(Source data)
• • • •
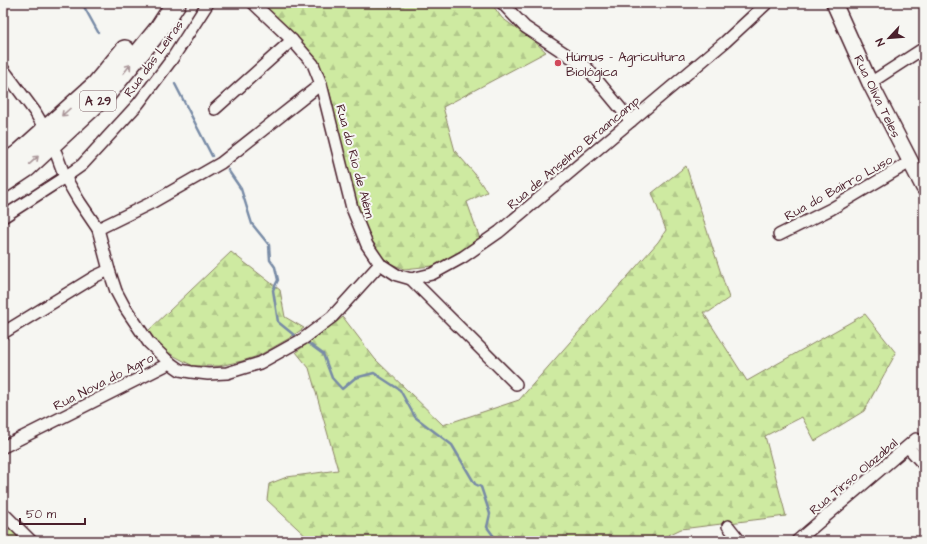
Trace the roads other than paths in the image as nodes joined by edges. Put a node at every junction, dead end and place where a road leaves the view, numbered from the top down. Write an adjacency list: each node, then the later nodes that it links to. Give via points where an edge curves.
1 (160, 3): 18 (highway, A 29, one-way to 18, via 96,85 18,155)
2 (176, 3): 20 (highway, A 29, one-way to 2, via 27,167 107,93 159,29)
3 (208, 3): 19 (street, Rua das Leiras, via 172,59 138,104 82,165)
4 (255, 3): 8 (street, Rua do Rio de Além)
5 (502, 3): 14 (street, via 526,27 587,68)
6 (767, 3): 14 (street, Rua de Anselmo Braancamp)
7 (834, 3): 11 (main road, Rua Oliva Teles)
8 (292, 40): 12 (street, Rua do Rio de Além, via 313,64); 13 (street)
9 (924, 48): 11 (street)
10 (3, 69): 15 (street)
11 (870, 83): 17 (main road, Rua Oliva Teles)
12 (321, 84): 23 (street, via 221,163 153,202); 25 (street, Rua do Rio de Além, via 352,208 367,245)
13 (215, 109)
14 (631, 121): 27 (street, Rua de Anselmo Braancamp, via 499,232 463,257 432,274)
15 (42, 124)
16 (56, 154): 19 (street, Rua Nova do Agro)
17 (910, 162): 21 (main road, Rua Oliva Teles); 24 (street, Rua do Bairro Luso, via 831,208)
18 (3, 165)
19 (65, 177): 22 (street, Rua das Leiras); 23 (street, Rua Nova do Agro)
20 (3, 183)
21 (924, 188)
22 (3, 217)
23 (98, 229): 26 (street, Rua Nova do Agro)
24 (778, 235)
25 (380, 264): 27 (street, via 396,275); 29 (street, via 332,317 303,339 260,363 226,373 208,374 180,370)
26 (108, 270): 28 (street); 29 (street, Rua Nova do Agro, via 124,306 149,343)
27 (411, 279): 30 (street)
28 (3, 333)
29 (170, 363): 32 (street, Rua Nova do Agro)
30 (516, 384)
31 (920, 444): 33 (street)
32 (3, 447)
33 (908, 447): 34 (street, Rua Tirso Olazabal); 39 (street, Rua Tirso Olazabal)
34 (924, 465)
35 (3, 513): 37 (street)
36 (728, 526): 38 (street)
37 (31, 541)
38 (740, 541)
39 (797, 541)

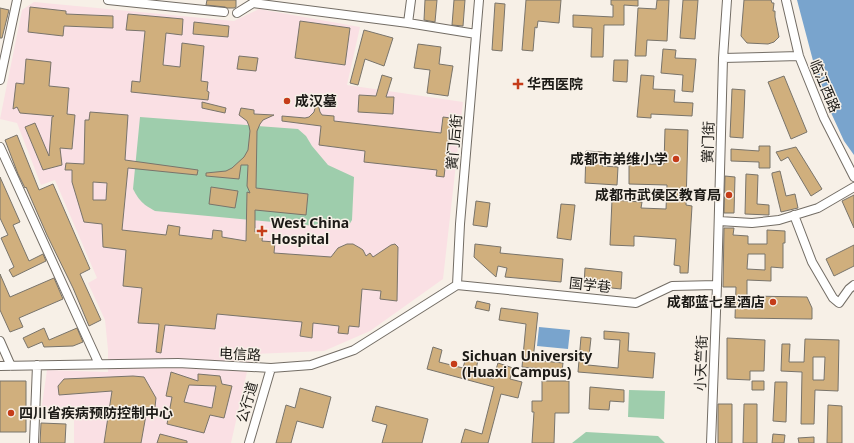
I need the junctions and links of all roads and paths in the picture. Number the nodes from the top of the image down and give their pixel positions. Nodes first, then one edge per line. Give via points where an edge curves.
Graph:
1 (17, 0) edge
2 (108, 0) edge
3 (411, 0) edge
4 (479, 0) edge
5 (727, 0) edge
6 (786, 0) edge
7 (224, 12) dead end
8 (237, 13) dead end
9 (408, 23) junction
10 (476, 34) junction
11 (799, 56) junction
12 (723, 58) junction
13 (0, 80) edge
14 (0, 147) edge
15 (854, 177) edge
16 (854, 187) edge
17 (794, 215) junction
18 (719, 221) junction
19 (456, 285) junction
20 (717, 285) junction
21 (854, 285) edge
22 (0, 341) edge
23 (99, 364) junction
24 (37, 365) junction
25 (0, 366) edge
26 (11, 366) junction
27 (271, 368) junction
28 (34, 443) edge
29 (249, 443) edge
30 (711, 443) edge

1 - 13 street
2 - 7 street
3 - 9 street
4 - 10 street, 黉门后街
5 - 12 street, 黉门街
6 - 11 street, 临江西路
8 - 9 street via 253,3
9 - 10 street
10 - 19 street, 黉门后街
11 - 12 street
11 - 15 street, 临江西路 via 824,118
12 - 18 street, 黉门街
14 - 23 street
16 - 17 street via 818,208
17 - 18 street via 779,220 752,223
17 - 21 street via 812,262 833,298 839,303
18 - 20 street, 黉门街
19 - 20 street, 国学巷 via 636,303 672,286
19 - 27 street, 电信路 via 354,350 311,364
20 - 30 street, 小天竺街
22 - 26 street
23 - 24 street, 电信路
23 - 27 street, 电信路 via 178,363
24 - 26 street, 电信路
24 - 28 street
25 - 26 street, 电信路
27 - 29 street, 公行道

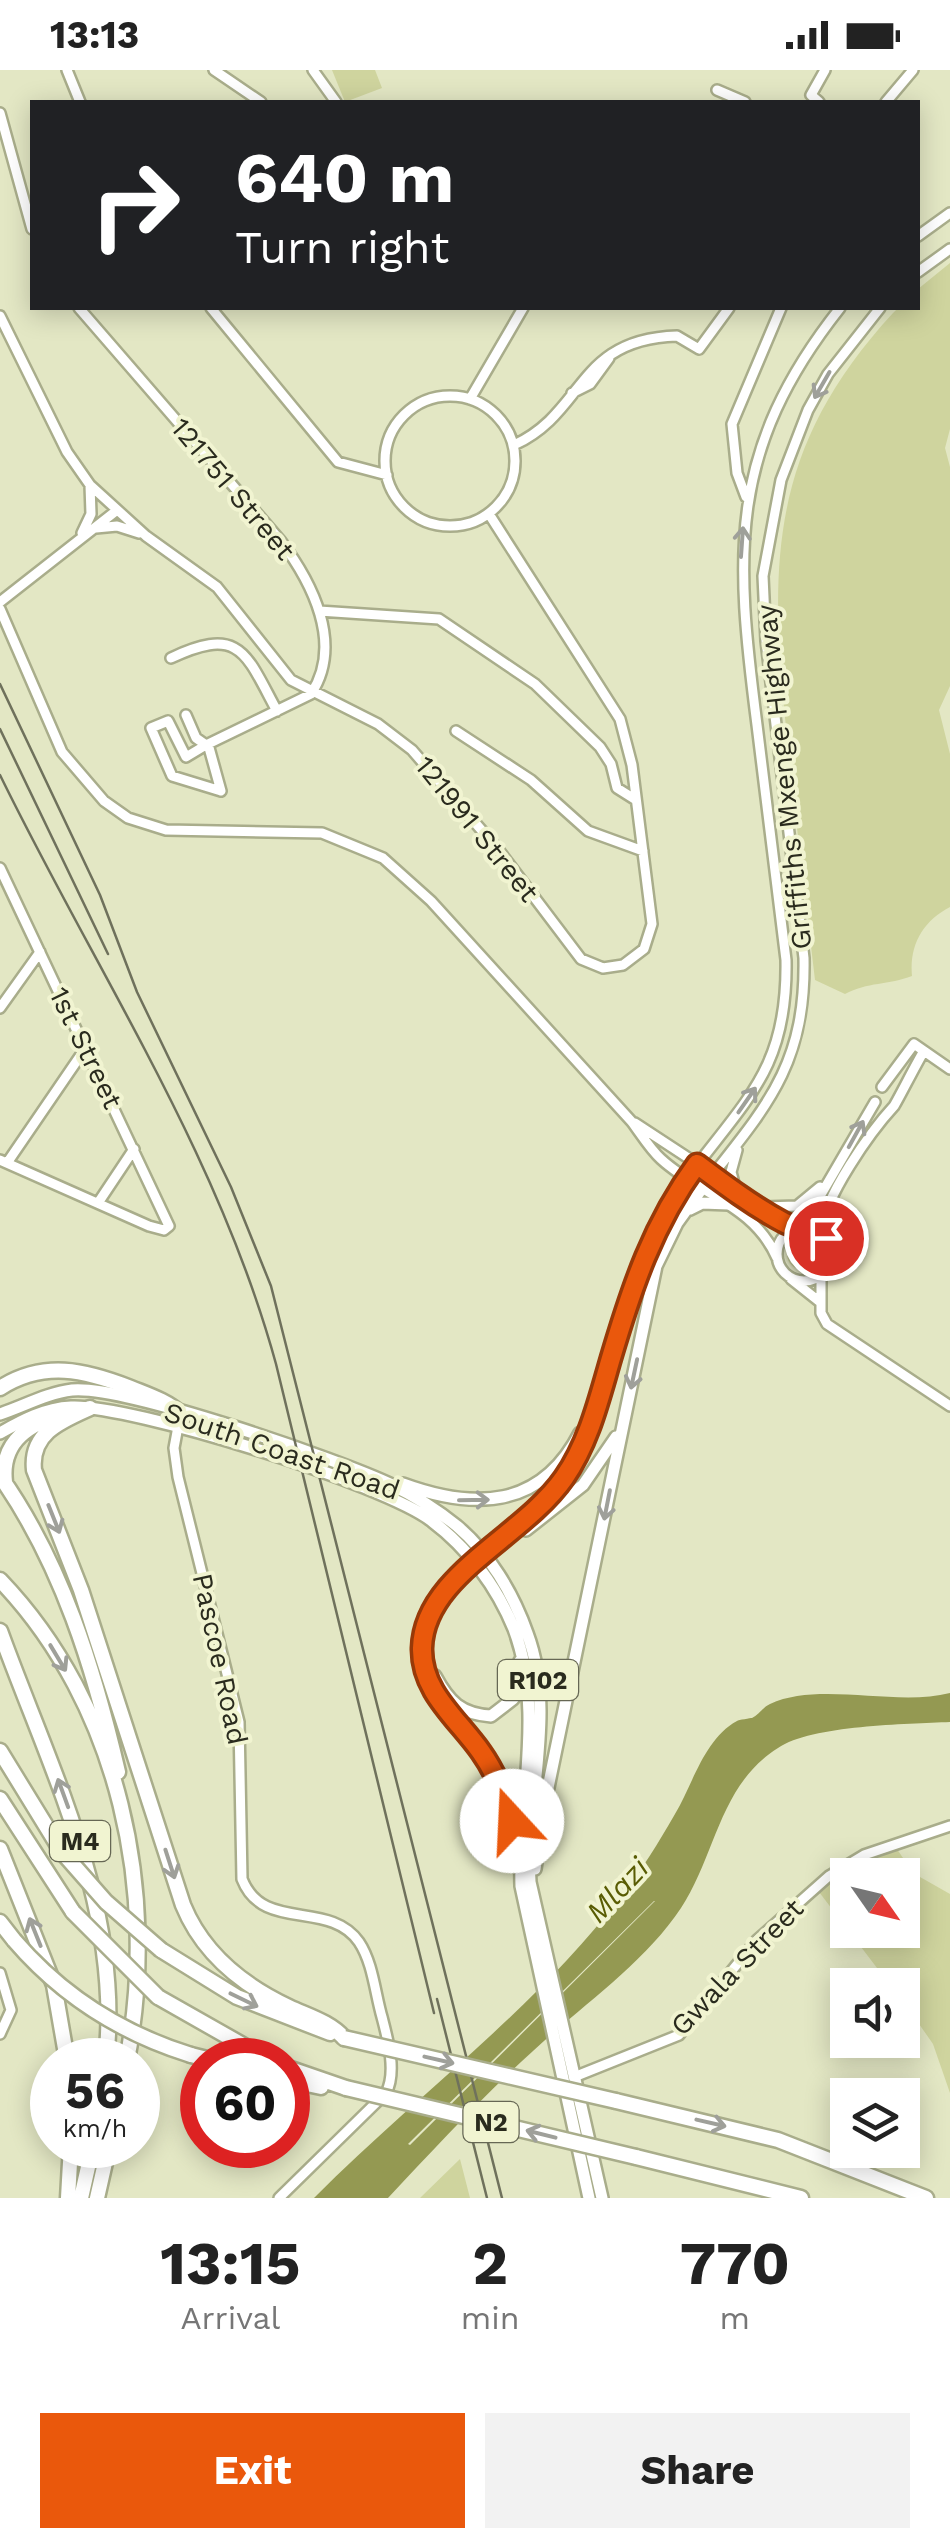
• • • •
Exactly as written, print each entry, leaving all pictures out.

### Task solution
Trace the roads other than paths in the image as nodes joined by edges. Put a node at every junction, dead end and place where a road leaves the view, numbered from the top down. Write an adjacency list: each node, then the later nodes that it links to. Give via points where an edge curves.
1 (160, 3): 18 (highway, A 29, one-way to 18, via 96,85 18,155)
2 (176, 3): 20 (highway, A 29, one-way to 2, via 27,167 107,93 159,29)
3 (208, 3): 19 (street, Rua das Leiras, via 172,59 138,104 82,165)
4 (255, 3): 8 (street, Rua do Rio de Além)
5 (502, 3): 14 (street, via 526,27 587,68)
6 (767, 3): 14 (street, Rua de Anselmo Braancamp)
7 (834, 3): 11 (main road, Rua Oliva Teles)
8 (292, 40): 12 (street, Rua do Rio de Além, via 313,64); 13 (street)
9 (924, 48): 11 (street)
10 (3, 69): 15 (street)
11 (870, 83): 17 (main road, Rua Oliva Teles)
12 (321, 84): 23 (street, via 221,163 153,202); 25 (street, Rua do Rio de Além, via 352,208 367,245)
13 (215, 109)
14 (631, 121): 27 (street, Rua de Anselmo Braancamp, via 499,232 463,257 432,274)
15 (42, 124)
16 (56, 154): 19 (street, Rua Nova do Agro)
17 (910, 162): 21 (main road, Rua Oliva Teles); 24 (street, Rua do Bairro Luso, via 831,208)
18 (3, 165)
19 (65, 177): 22 (street, Rua das Leiras); 23 (street, Rua Nova do Agro)
20 (3, 183)
21 (924, 188)
22 (3, 217)
23 (98, 229): 26 (street, Rua Nova do Agro)
24 (778, 235)
25 (380, 264): 27 (street, via 396,275); 29 (street, via 332,317 303,339 260,363 226,373 208,374 180,370)
26 (108, 270): 28 (street); 29 (street, Rua Nova do Agro, via 124,306 149,343)
27 (411, 279): 30 (street)
28 (3, 333)
29 (170, 363): 32 (street, Rua Nova do Agro)
30 (516, 384)
31 (920, 444): 33 (street)
32 (3, 447)
33 (908, 447): 34 (street, Rua Tirso Olazabal); 39 (street, Rua Tirso Olazabal)
34 (924, 465)
35 (3, 513): 37 (street)
36 (728, 526): 38 (street)
37 (31, 541)
38 (740, 541)
39 (797, 541)

I need the junctions and links of all roads and paths in the picture. Number the nodes from the top of the image down and give their pixel positions. Nodes first, then one edge per line. Give via points where an edge curves.
Graph:
1 (17, 0) edge
2 (108, 0) edge
3 (411, 0) edge
4 (479, 0) edge
5 (727, 0) edge
6 (786, 0) edge
7 (224, 12) dead end
8 (237, 13) dead end
9 (408, 23) junction
10 (476, 34) junction
11 (799, 56) junction
12 (723, 58) junction
13 (0, 80) edge
14 (0, 147) edge
15 (854, 177) edge
16 (854, 187) edge
17 (794, 215) junction
18 (719, 221) junction
19 (456, 285) junction
20 (717, 285) junction
21 (854, 285) edge
22 (0, 341) edge
23 (99, 364) junction
24 (37, 365) junction
25 (0, 366) edge
26 (11, 366) junction
27 (271, 368) junction
28 (34, 443) edge
29 (249, 443) edge
30 (711, 443) edge

1 - 13 street
2 - 7 street
3 - 9 street
4 - 10 street, 黉门后街
5 - 12 street, 黉门街
6 - 11 street, 临江西路
8 - 9 street via 253,3
9 - 10 street
10 - 19 street, 黉门后街
11 - 12 street
11 - 15 street, 临江西路 via 824,118
12 - 18 street, 黉门街
14 - 23 street
16 - 17 street via 818,208
17 - 18 street via 779,220 752,223
17 - 21 street via 812,262 833,298 839,303
18 - 20 street, 黉门街
19 - 20 street, 国学巷 via 636,303 672,286
19 - 27 street, 电信路 via 354,350 311,364
20 - 30 street, 小天竺街
22 - 26 street
23 - 24 street, 电信路
23 - 27 street, 电信路 via 178,363
24 - 26 street, 电信路
24 - 28 street
25 - 26 street, 电信路
27 - 29 street, 公行道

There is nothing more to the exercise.